Bringt die bisherige Form des Contact Tracings zur Eindämmung der Corona-Pandemie überhaupt etwas? Neue Erkenntnisse von Forschern der Eidgenössischen Technischen Hochschule Zürich (ETH) schüren jedenfalls Zweifel: Laut einer neuen ETH-Analyse basiert die Kontaktnachverfolgung in den meisten Ländern der Welt auf einer fehlerhaften Studie.
Wird jemand positiv auf Covid-19 getestet, erfragen Gesundheitsämter die Personen, mit denen der Infizierte bis zu zwei Tage vor Auftreten der ersten Symptome sowie seither Kontakt hatte. Grundlage dafür ist eine im März durchgeführte Studie der Universität Hongkong, laut der mit Covid-19 infizierte Menschen das Virus bereits zwei Tage vor Ausbruch der Krankheit weitergeben können.
„Man müsste die Kontakte bis zu vier Tage zurückverfolgen“
Doch diese 48-Stunden-Regel sei falsch, wie Forscher der ETH Zürich in einer Analyse aufzeigen, die vergangene Woche in der Fachzeitschrift Swiss Medical Weekly erschienen ist. Die Schweizer Wissenschaftler haben in der Hongkonger Studie einen Rechenfehler entdeckt. Laut den neuen Berechnungen sind Infizierte über einen längeren Zeitraum ansteckend als bisher angenommen. „Unsere Analysen zeigen, dass Infizierte das Virus bis zu fünf oder sechs Tage vor Ausbruch der Krankheit weitergeben können“, erklärte ETH-Forscher Peter Ashcroft gegenüber der Sonntagszeitung der Neuen Zürcher Zeitung.
Die neuen Erkenntnisse stellen die bisherige Form der Kontaktnachverfolgung, wie sie in der Schweiz und Deutschland praktiziert wird, infrage. „Will man 90 Prozent der präsymptomatischen Ansteckungen abfangen, müsste man die Kontakte bis zu vier Tage zurückverfolgen“, wird Ashcroft zitiert.
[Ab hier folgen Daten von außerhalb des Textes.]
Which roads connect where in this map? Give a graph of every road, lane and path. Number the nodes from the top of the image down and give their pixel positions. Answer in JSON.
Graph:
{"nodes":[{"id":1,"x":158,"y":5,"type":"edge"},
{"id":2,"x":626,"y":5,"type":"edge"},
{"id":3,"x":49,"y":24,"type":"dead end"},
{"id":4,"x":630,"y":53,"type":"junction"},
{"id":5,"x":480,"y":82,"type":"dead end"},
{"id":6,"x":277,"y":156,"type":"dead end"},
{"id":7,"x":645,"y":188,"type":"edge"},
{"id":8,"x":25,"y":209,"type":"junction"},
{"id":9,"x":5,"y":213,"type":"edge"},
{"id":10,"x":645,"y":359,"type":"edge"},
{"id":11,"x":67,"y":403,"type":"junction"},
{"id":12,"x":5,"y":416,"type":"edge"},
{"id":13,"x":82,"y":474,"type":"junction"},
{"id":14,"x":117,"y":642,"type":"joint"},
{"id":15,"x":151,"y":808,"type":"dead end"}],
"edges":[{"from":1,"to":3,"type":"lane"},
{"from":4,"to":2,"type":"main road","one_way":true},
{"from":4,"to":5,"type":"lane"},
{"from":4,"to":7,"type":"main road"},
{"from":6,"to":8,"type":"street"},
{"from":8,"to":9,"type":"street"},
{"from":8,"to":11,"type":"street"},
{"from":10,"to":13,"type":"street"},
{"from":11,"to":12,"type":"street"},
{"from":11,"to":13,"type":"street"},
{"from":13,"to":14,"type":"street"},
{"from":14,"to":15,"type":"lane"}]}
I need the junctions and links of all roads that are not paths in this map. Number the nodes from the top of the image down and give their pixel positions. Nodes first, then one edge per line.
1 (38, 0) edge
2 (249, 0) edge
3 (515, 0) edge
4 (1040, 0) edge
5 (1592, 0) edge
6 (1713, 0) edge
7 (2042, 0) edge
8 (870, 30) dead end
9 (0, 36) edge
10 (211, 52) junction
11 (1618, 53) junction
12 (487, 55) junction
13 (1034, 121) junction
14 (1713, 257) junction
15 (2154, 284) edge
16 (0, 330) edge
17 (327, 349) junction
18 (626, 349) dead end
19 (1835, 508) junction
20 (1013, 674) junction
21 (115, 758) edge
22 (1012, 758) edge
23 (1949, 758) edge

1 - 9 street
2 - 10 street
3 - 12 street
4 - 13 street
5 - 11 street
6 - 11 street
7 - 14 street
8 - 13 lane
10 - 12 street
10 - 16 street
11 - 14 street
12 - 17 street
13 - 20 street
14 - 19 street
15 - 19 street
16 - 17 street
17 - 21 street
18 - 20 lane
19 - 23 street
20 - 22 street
Nachdem die ETH-Forscher ihre Hongkonger Kollegen über den Fehler informiert hatten, berichtigten diese auch die Originalpublikation entsprechend.
Wird die Corona-Kontaktnachverfolgung jetzt angepasst?
Haben diese neuen Erkenntnisse nun Folgen für das Contact-Tracing in Deutschland und der Schweiz? Das Robert-Koch-Institut (RKI) teilt auf SÜDKURIER-Anfrage am Montag mit, dass es die Studie sehr gründlich prüfen werde. Derzeit könne aber noch keine fundierte Einschätzung gegeben werden. Das schweizerische Bundesamt für Gesundheit (BAG) hat die ETH-Analyse zur Kenntnis genommen, wie es am Sonntag bestätigte.
„Wir sind derzeit dabei, ihre möglichen Auswirkungen auf das Contact-Tracing zu evaluieren“, sagte BAG-Sprecher Yann Hulmann. Die ETH-Studie werde Thema in der anstehenden Diskussion mit der wissenschaftlichen Task Force sein. „Im Moment können wir daher noch nicht sagen, ob wir dem Vorschlag folgen werden“, so Hulmann weiter.